Down's syndrome is characterized by an abnormal frequency of coeliac disease and by the frequent occurrence of neurological disorders such as Alzheimer-type dementia of early onset. However, psychosis is rare in Down's syndrome.


We report the case of a 41-year-old woman, who presented with Down's syndrome. She was living with her parents and had a normal social life. She suddenly experienced some esthesic hallucinations, depression, anorexia, affective flattening and autistic behavior. Biological evaluation revealed macrocytosis, polyclonal IgA and IgG hypergammaglobulinemia and strong positivity for anti-gliadin antibodies of IgG and IgA isotypes. Brain CTscan was normal. Since digestive specimen biopsies did not evidence villous atrophy, we concluded in a silent coeliac disease. After 12 months of gluten-free diet a spectacular and lasting improvement of both psychotic and depressive symptoms was obtained.

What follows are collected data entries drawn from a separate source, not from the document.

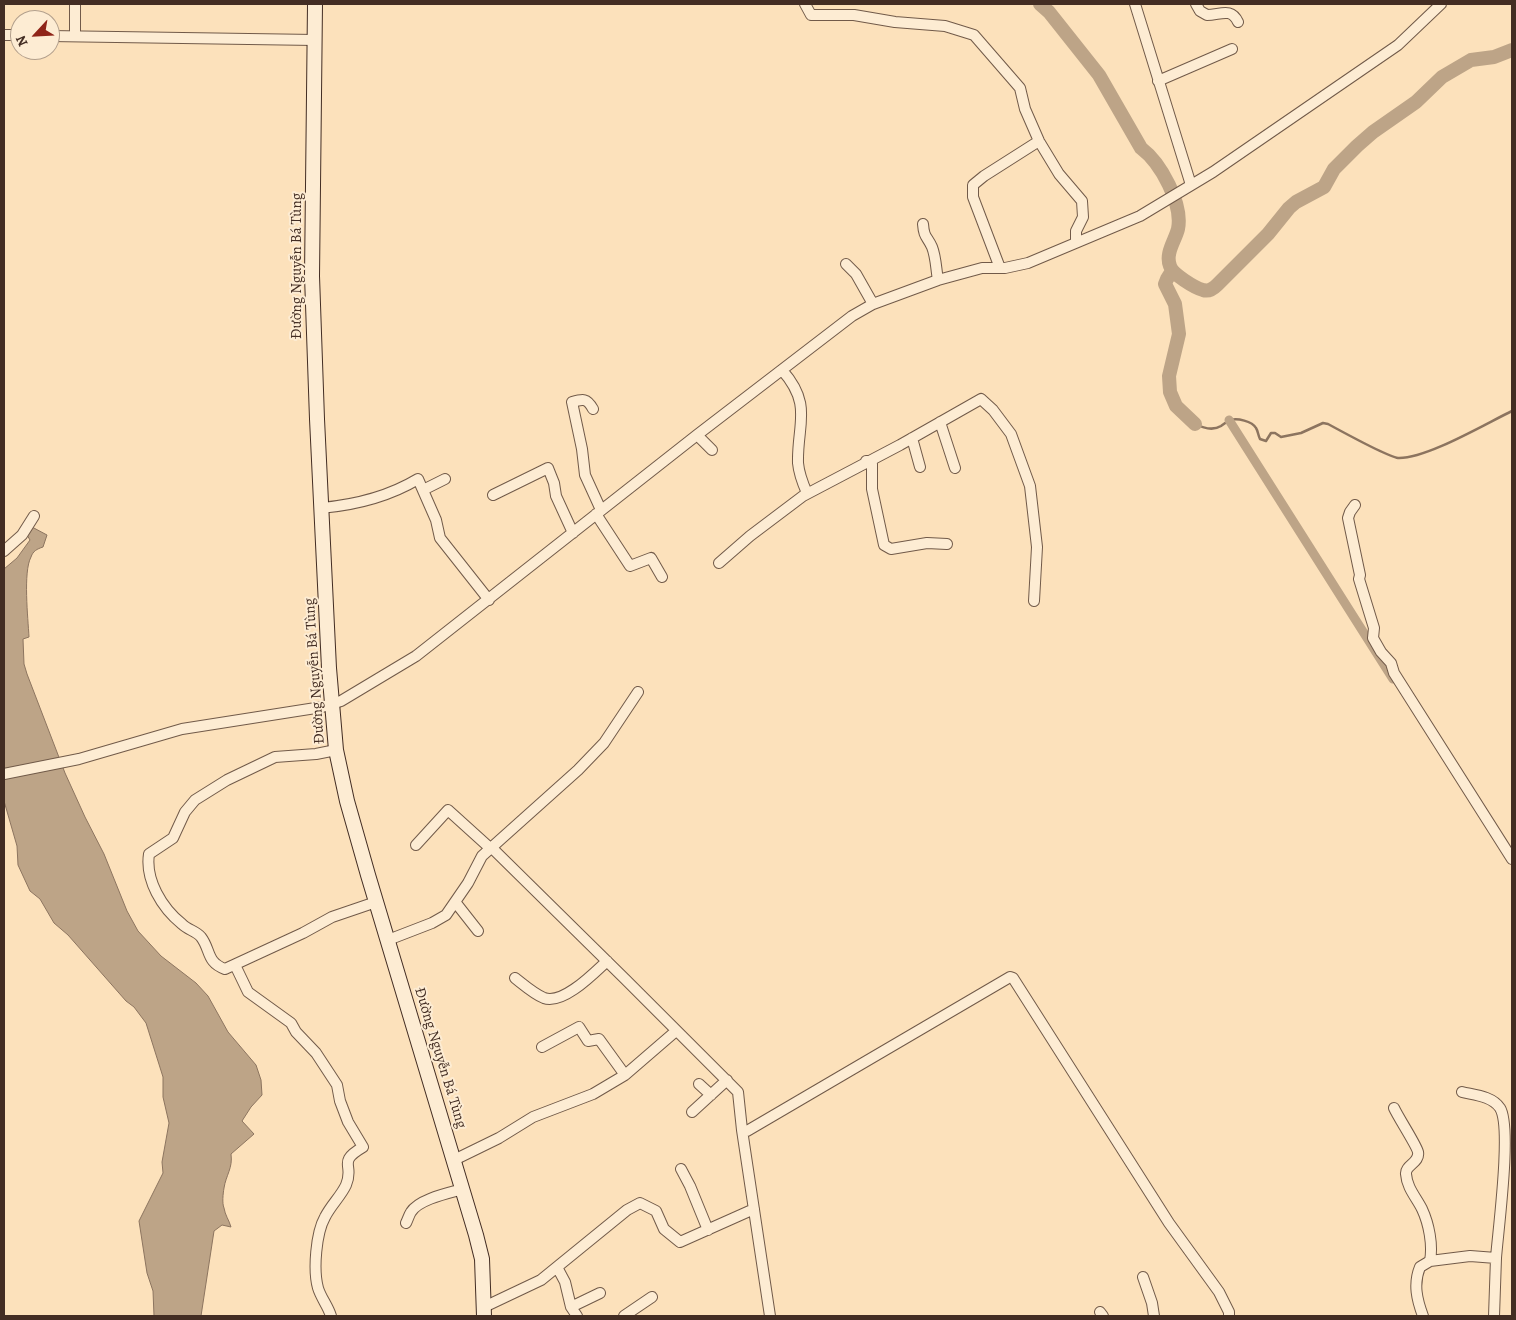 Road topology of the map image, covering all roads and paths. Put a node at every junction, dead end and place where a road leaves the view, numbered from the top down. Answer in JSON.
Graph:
{"nodes":[{"id":1,"x":75,"y":4,"type":"edge"},
{"id":2,"x":315,"y":4,"type":"edge"},
{"id":3,"x":805,"y":4,"type":"edge"},
{"id":4,"x":1196,"y":4,"type":"edge"},
{"id":5,"x":1441,"y":4,"type":"edge"},
{"id":6,"x":1138,"y":5,"type":"edge"},
{"id":7,"x":1238,"y":22,"type":"dead end"},
{"id":8,"x":60,"y":36,"type":"edge"},
{"id":9,"x":75,"y":36,"type":"junction"},
{"id":10,"x":315,"y":40,"type":"junction"},
{"id":11,"x":1232,"y":50,"type":"dead end"},
{"id":12,"x":1158,"y":81,"type":"junction"},
{"id":13,"x":1039,"y":141,"type":"junction"},
{"id":14,"x":1187,"y":188,"type":"junction"},
{"id":15,"x":922,"y":224,"type":"dead end"},
{"id":16,"x":1076,"y":242,"type":"junction"},
{"id":17,"x":846,"y":264,"type":"dead end"},
{"id":18,"x":1000,"y":268,"type":"junction"},
{"id":19,"x":938,"y":280,"type":"junction"},
{"id":20,"x":873,"y":304,"type":"junction"},
{"id":21,"x":782,"y":370,"type":"junction"},
{"id":22,"x":593,"y":408,"type":"dead end"},
{"id":23,"x":940,"y":422,"type":"junction"},
{"id":24,"x":697,"y":435,"type":"junction"},
{"id":25,"x":912,"y":438,"type":"junction"},
{"id":26,"x":712,"y":450,"type":"dead end"},
{"id":27,"x":866,"y":461,"type":"junction"},
{"id":28,"x":920,"y":468,"type":"dead end"},
{"id":29,"x":954,"y":468,"type":"dead end"},
{"id":30,"x":445,"y":480,"type":"dead end"},
{"id":31,"x":424,"y":490,"type":"junction"},
{"id":32,"x":807,"y":493,"type":"junction"},
{"id":33,"x":492,"y":495,"type":"dead end"},
{"id":34,"x":321,"y":505,"type":"junction"},
{"id":35,"x":1355,"y":506,"type":"dead end"},
{"id":36,"x":598,"y":512,"type":"junction"},
{"id":37,"x":34,"y":516,"type":"dead end"},
{"id":38,"x":573,"y":533,"type":"junction"},
{"id":39,"x":947,"y":544,"type":"dead end"},
{"id":40,"x":4,"y":551,"type":"edge"},
{"id":41,"x":719,"y":563,"type":"dead end"},
{"id":42,"x":662,"y":577,"type":"dead end"},
{"id":43,"x":489,"y":600,"type":"junction"},
{"id":44,"x":1034,"y":601,"type":"dead end"},
{"id":45,"x":638,"y":692,"type":"dead end"},
{"id":46,"x":331,"y":704,"type":"junction"},
{"id":47,"x":336,"y":750,"type":"junction"},
{"id":48,"x":4,"y":774,"type":"edge"},
{"id":49,"x":416,"y":845,"type":"dead end"},
{"id":50,"x":490,"y":848,"type":"junction"},
{"id":51,"x":1512,"y":859,"type":"edge"},
{"id":52,"x":376,"y":902,"type":"junction"},
{"id":53,"x":456,"y":902,"type":"junction"},
{"id":54,"x":478,"y":931,"type":"dead end"},
{"id":55,"x":388,"y":940,"type":"junction"},
{"id":56,"x":607,"y":961,"type":"junction"},
{"id":57,"x":235,"y":965,"type":"junction"},
{"id":58,"x":515,"y":978,"type":"dead end"},
{"id":59,"x":676,"y":1031,"type":"junction"},
{"id":60,"x":542,"y":1047,"type":"dead end"},
{"id":61,"x":625,"y":1075,"type":"junction"},
{"id":62,"x":727,"y":1080,"type":"junction"},
{"id":63,"x":699,"y":1084,"type":"dead end"},
{"id":64,"x":1462,"y":1092,"type":"dead end"},
{"id":65,"x":710,"y":1096,"type":"junction"},
{"id":66,"x":1394,"y":1108,"type":"dead end"},
{"id":67,"x":692,"y":1112,"type":"dead end"},
{"id":68,"x":742,"y":1130,"type":"junction"},
{"id":69,"x":454,"y":1160,"type":"junction"},
{"id":70,"x":681,"y":1170,"type":"dead end"},
{"id":71,"x":463,"y":1189,"type":"junction"},
{"id":72,"x":754,"y":1209,"type":"junction"},
{"id":73,"x":406,"y":1223,"type":"dead end"},
{"id":74,"x":708,"y":1230,"type":"junction"},
{"id":75,"x":1496,"y":1258,"type":"junction"},
{"id":76,"x":1430,"y":1261,"type":"junction"},
{"id":77,"x":557,"y":1267,"type":"junction"},
{"id":78,"x":1143,"y":1277,"type":"dead end"},
{"id":79,"x":600,"y":1293,"type":"dead end"},
{"id":80,"x":652,"y":1297,"type":"dead end"},
{"id":81,"x":571,"y":1307,"type":"junction"},
{"id":82,"x":484,"y":1312,"type":"edge"},
{"id":83,"x":331,"y":1316,"type":"edge"},
{"id":84,"x":577,"y":1316,"type":"edge"},
{"id":85,"x":624,"y":1316,"type":"edge"},
{"id":86,"x":770,"y":1316,"type":"edge"},
{"id":87,"x":1154,"y":1316,"type":"edge"},
{"id":88,"x":1229,"y":1316,"type":"edge"},
{"id":89,"x":1423,"y":1316,"type":"edge"},
{"id":90,"x":1494,"y":1316,"type":"edge"}],
"edges":[{"from":1,"to":9,"type":"street"},
{"from":2,"to":10,"type":"main road","name":"Đường Nguyễn Bá Tùng"},
{"from":3,"to":13,"type":"street"},
{"from":4,"to":7,"type":"street"},
{"from":5,"to":14,"type":"street"},
{"from":6,"to":12,"type":"street"},
{"from":8,"to":9,"type":"street"},
{"from":9,"to":10,"type":"street"},
{"from":10,"to":34,"type":"main road","name":"Đường Nguyễn Bá Tùng"},
{"from":11,"to":12,"type":"street"},
{"from":12,"to":14,"type":"street"},
{"from":13,"to":16,"type":"street"},
{"from":13,"to":18,"type":"street"},
{"from":14,"to":16,"type":"street"},
{"from":15,"to":19,"type":"street"},
{"from":16,"to":18,"type":"street"},
{"from":17,"to":20,"type":"street"},
{"from":18,"to":19,"type":"street"},
{"from":19,"to":20,"type":"street"},
{"from":20,"to":21,"type":"street"},
{"from":21,"to":24,"type":"street"},
{"from":21,"to":32,"type":"street"},
{"from":22,"to":36,"type":"street"},
{"from":23,"to":25,"type":"street"},
{"from":23,"to":29,"type":"street"},
{"from":23,"to":44,"type":"street"},
{"from":24,"to":26,"type":"street"},
{"from":24,"to":36,"type":"street"},
{"from":25,"to":27,"type":"street"},
{"from":25,"to":28,"type":"street"},
{"from":27,"to":32,"type":"street"},
{"from":27,"to":39,"type":"street"},
{"from":30,"to":31,"type":"street"},
{"from":31,"to":34,"type":"street"},
{"from":31,"to":43,"type":"street"},
{"from":32,"to":41,"type":"street"},
{"from":33,"to":38,"type":"street"},
{"from":34,"to":46,"type":"main road","name":"Đường Nguyễn Bá Tùng"},
{"from":35,"to":51,"type":"street"},
{"from":36,"to":38,"type":"street"},
{"from":36,"to":42,"type":"street"},
{"from":37,"to":40,"type":"street"},
{"from":38,"to":43,"type":"street"},
{"from":43,"to":46,"type":"street"},
{"from":45,"to":50,"type":"street"},
{"from":46,"to":47,"type":"main road","name":"Đường Nguyễn Bá Tùng"},
{"from":46,"to":48,"type":"street"},
{"from":47,"to":52,"type":"main road","name":"Đường Nguyễn Bá Tùng"},
{"from":47,"to":57,"type":"street"},
{"from":49,"to":50,"type":"street"},
{"from":50,"to":53,"type":"street"},
{"from":50,"to":56,"type":"street"},
{"from":52,"to":55,"type":"main road","name":"Đường Nguyễn Bá Tùng"},
{"from":52,"to":57,"type":"street"},
{"from":53,"to":54,"type":"street"},
{"from":53,"to":55,"type":"street"},
{"from":55,"to":69,"type":"main road","name":"Đường Nguyễn Bá Tùng"},
{"from":56,"to":58,"type":"street"},
{"from":56,"to":59,"type":"street"},
{"from":57,"to":83,"type":"street"},
{"from":59,"to":61,"type":"street"},
{"from":59,"to":62,"type":"street"},
{"from":60,"to":61,"type":"street"},
{"from":61,"to":69,"type":"street"},
{"from":62,"to":65,"type":"street"},
{"from":62,"to":68,"type":"street"},
{"from":63,"to":65,"type":"street"},
{"from":64,"to":75,"type":"street"},
{"from":65,"to":67,"type":"street"},
{"from":66,"to":76,"type":"street"},
{"from":68,"to":72,"type":"street"},
{"from":68,"to":88,"type":"street"},
{"from":69,"to":71,"type":"main road","name":"Đường Nguyễn Bá Tùng"},
{"from":70,"to":74,"type":"street"},
{"from":71,"to":73,"type":"street"},
{"from":71,"to":82,"type":"main road","name":"Đường Nguyễn Bá Tùng"},
{"from":72,"to":74,"type":"street"},
{"from":72,"to":86,"type":"street"},
{"from":74,"to":77,"type":"street"},
{"from":75,"to":76,"type":"street"},
{"from":75,"to":90,"type":"street"},
{"from":76,"to":89,"type":"street"},
{"from":77,"to":81,"type":"street"},
{"from":77,"to":82,"type":"street"},
{"from":78,"to":87,"type":"street"},
{"from":79,"to":81,"type":"street"},
{"from":80,"to":85,"type":"street"},
{"from":81,"to":84,"type":"street"}]}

The effects of abnormal interaction between the immune system and gluten can be expressed not only in the gut (coeliac disease) but also in the brain (psychosis) in genetically predisposed patients, such as those suffering from Down's syndrome. There was evidence for brain disorder related to coeliac disease in our patient.


Our case report shows that, before concluding in Alzheimer-type dementia in Down's syndrome, a biological search for coeliac disease is useful since a gluten-free diet may improve the psychiatric symptoms.